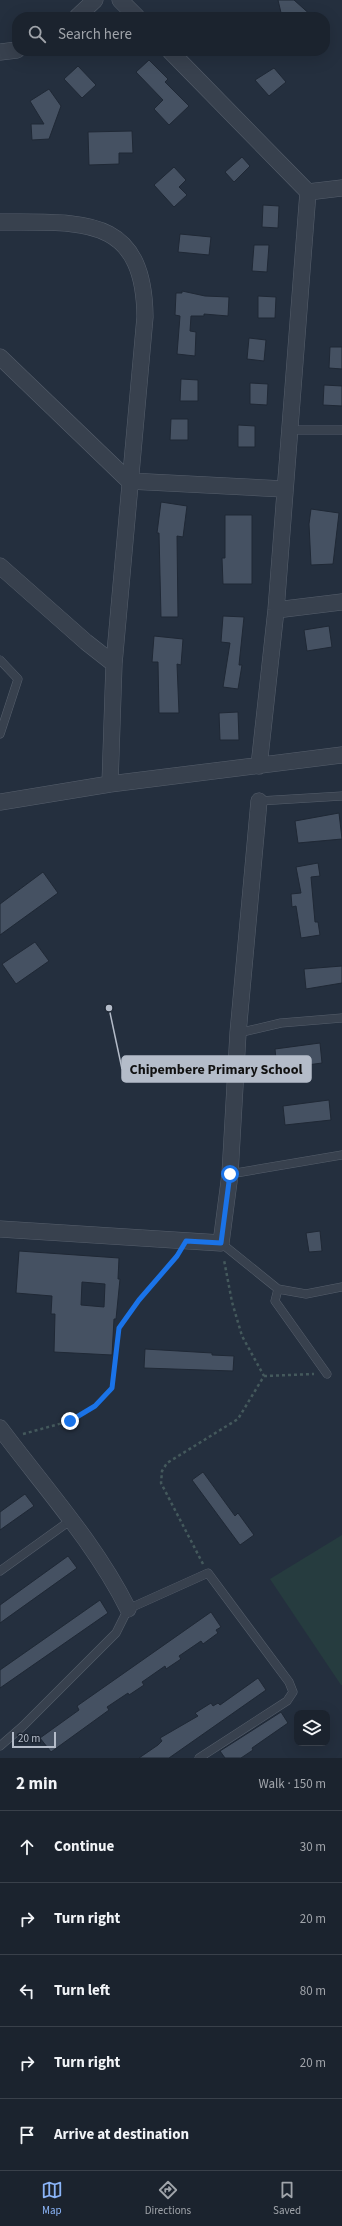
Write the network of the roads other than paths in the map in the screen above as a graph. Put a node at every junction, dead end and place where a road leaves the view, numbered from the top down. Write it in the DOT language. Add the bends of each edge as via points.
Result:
graph roads {
  1 [pos="95,0"];
  2 [pos="120,0"];
  3 [pos="82,12"];
  4 [pos="132,12"];
  5 [pos="12,51"];
  6 [pos="0,52"];
  7 [pos="175,56"];
  8 [pos="342,188"];
  9 [pos="308,192"];
  10 [pos="0,222"];
  11 [pos="0,357"];
  12 [pos="288,430"];
  13 [pos="342,430"];
  14 [pos="130,480"];
  15 [pos="284,489"];
  16 [pos="0,566"];
  17 [pos="342,602"];
  18 [pos="276,610"];
  19 [pos="0,660"];
  20 [pos="114,664"];
  21 [pos="0,734"];
  22 [pos="342,755"];
  23 [pos="259,766"];
  24 [pos="110,784"];
  25 [pos="342,796"];
  26 [pos="259,801"];
  27 [pos="0,802"];
  28 [pos="342,1018"];
  29 [pos="238,1033"];
  30 [pos="342,1155"];
  31 [pos="230,1174"];
  32 [pos="0,1229"];
  33 [pos="221,1243"];
  34 [pos="342,1287"];
  35 [pos="278,1289"];
  36 [pos="327,1374"];
  37 [pos="4,1433"];
  38 [pos="71,1520"];
  39 [pos="0,1571"];
  40 [pos="128,1609"];
  41 [pos="0,1746"];
  42 [pos="199,1758"];
  1 -- 3 [label="street"];
  2 -- 4 [label="street"];
  5 -- 6 [label="street"];
  7 -- 9 [label="street"];
  8 -- 9 [label="street"];
  9 -- 12 [label="street"];
  10 -- 14 [label="street" via="73,223 94,226 115,237 134,257 145,292 145,317"];
  11 -- 14 [label="street"];
  12 -- 13 [label="lane"];
  12 -- 15 [label="street"];
  14 -- 15 [label="street"];
  14 -- 20 [label="street"];
  15 -- 18 [label="street"];
  16 -- 20 [label="street"];
  17 -- 18 [label="street"];
  18 -- 23 [label="street"];
  19 -- 21 [label="lane" via="18,679"];
  20 -- 24 [label="street"];
  22 -- 23 [label="street"];
  23 -- 24 [label="street"];
  24 -- 27 [label="street"];
  25 -- 26 [label="lane"];
  26 -- 29 [label="street"];
  28 -- 29 [label="lane" via="281,1023"];
  29 -- 31 [label="street"];
  30 -- 31 [label="lane"];
  31 -- 33 [label="street"];
  32 -- 33 [label="street"];
  33 -- 35 [label="lane"];
  34 -- 35 [label="lane" via="306,1294"];
  35 -- 36 [label="lane" via="275,1301"];
  37 -- 38 [label="street"];
  38 -- 39 [label="lane"];
  38 -- 40 [label="street" via="117,1586"];
  40 -- 41 [label="lane" via="116,1633 24,1726"];
  40 -- 42 [label="lane" via="208,1573 290,1682 293,1692 287,1701"];
}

□ □ □ □ □

*ACTION ITEM*
Return the entries verbatim, pictures excluded.

*ANSWER BOX*
Write the network of the roads other than paths in the map in the screen above as a graph. Put a node at every junction, dead end and place where a road leaves the view, numbered from the top down. Write it in the DOT language. Add the bends of each edge as via points.
Result:
graph roads {
  1 [pos="95,0"];
  2 [pos="120,0"];
  3 [pos="82,12"];
  4 [pos="132,12"];
  5 [pos="12,51"];
  6 [pos="0,52"];
  7 [pos="175,56"];
  8 [pos="342,188"];
  9 [pos="308,192"];
  10 [pos="0,222"];
  11 [pos="0,357"];
  12 [pos="288,430"];
  13 [pos="342,430"];
  14 [pos="130,480"];
  15 [pos="284,489"];
  16 [pos="0,566"];
  17 [pos="342,602"];
  18 [pos="276,610"];
  19 [pos="0,660"];
  20 [pos="114,664"];
  21 [pos="0,734"];
  22 [pos="342,755"];
  23 [pos="259,766"];
  24 [pos="110,784"];
  25 [pos="342,796"];
  26 [pos="259,801"];
  27 [pos="0,802"];
  28 [pos="342,1018"];
  29 [pos="238,1033"];
  30 [pos="342,1155"];
  31 [pos="230,1174"];
  32 [pos="0,1229"];
  33 [pos="221,1243"];
  34 [pos="342,1287"];
  35 [pos="278,1289"];
  36 [pos="327,1374"];
  37 [pos="4,1433"];
  38 [pos="71,1520"];
  39 [pos="0,1571"];
  40 [pos="128,1609"];
  41 [pos="0,1746"];
  42 [pos="199,1758"];
  1 -- 3 [label="street"];
  2 -- 4 [label="street"];
  5 -- 6 [label="street"];
  7 -- 9 [label="street"];
  8 -- 9 [label="street"];
  9 -- 12 [label="street"];
  10 -- 14 [label="street" via="73,223 94,226 115,237 134,257 145,292 145,317"];
  11 -- 14 [label="street"];
  12 -- 13 [label="lane"];
  12 -- 15 [label="street"];
  14 -- 15 [label="street"];
  14 -- 20 [label="street"];
  15 -- 18 [label="street"];
  16 -- 20 [label="street"];
  17 -- 18 [label="street"];
  18 -- 23 [label="street"];
  19 -- 21 [label="lane" via="18,679"];
  20 -- 24 [label="street"];
  22 -- 23 [label="street"];
  23 -- 24 [label="street"];
  24 -- 27 [label="street"];
  25 -- 26 [label="lane"];
  26 -- 29 [label="street"];
  28 -- 29 [label="lane" via="281,1023"];
  29 -- 31 [label="street"];
  30 -- 31 [label="lane"];
  31 -- 33 [label="street"];
  32 -- 33 [label="street"];
  33 -- 35 [label="lane"];
  34 -- 35 [label="lane" via="306,1294"];
  35 -- 36 [label="lane" via="275,1301"];
  37 -- 38 [label="street"];
  38 -- 39 [label="lane"];
  38 -- 40 [label="street" via="117,1586"];
  40 -- 41 [label="lane" via="116,1633 24,1726"];
  40 -- 42 [label="lane" via="208,1573 290,1682 293,1692 287,1701"];
}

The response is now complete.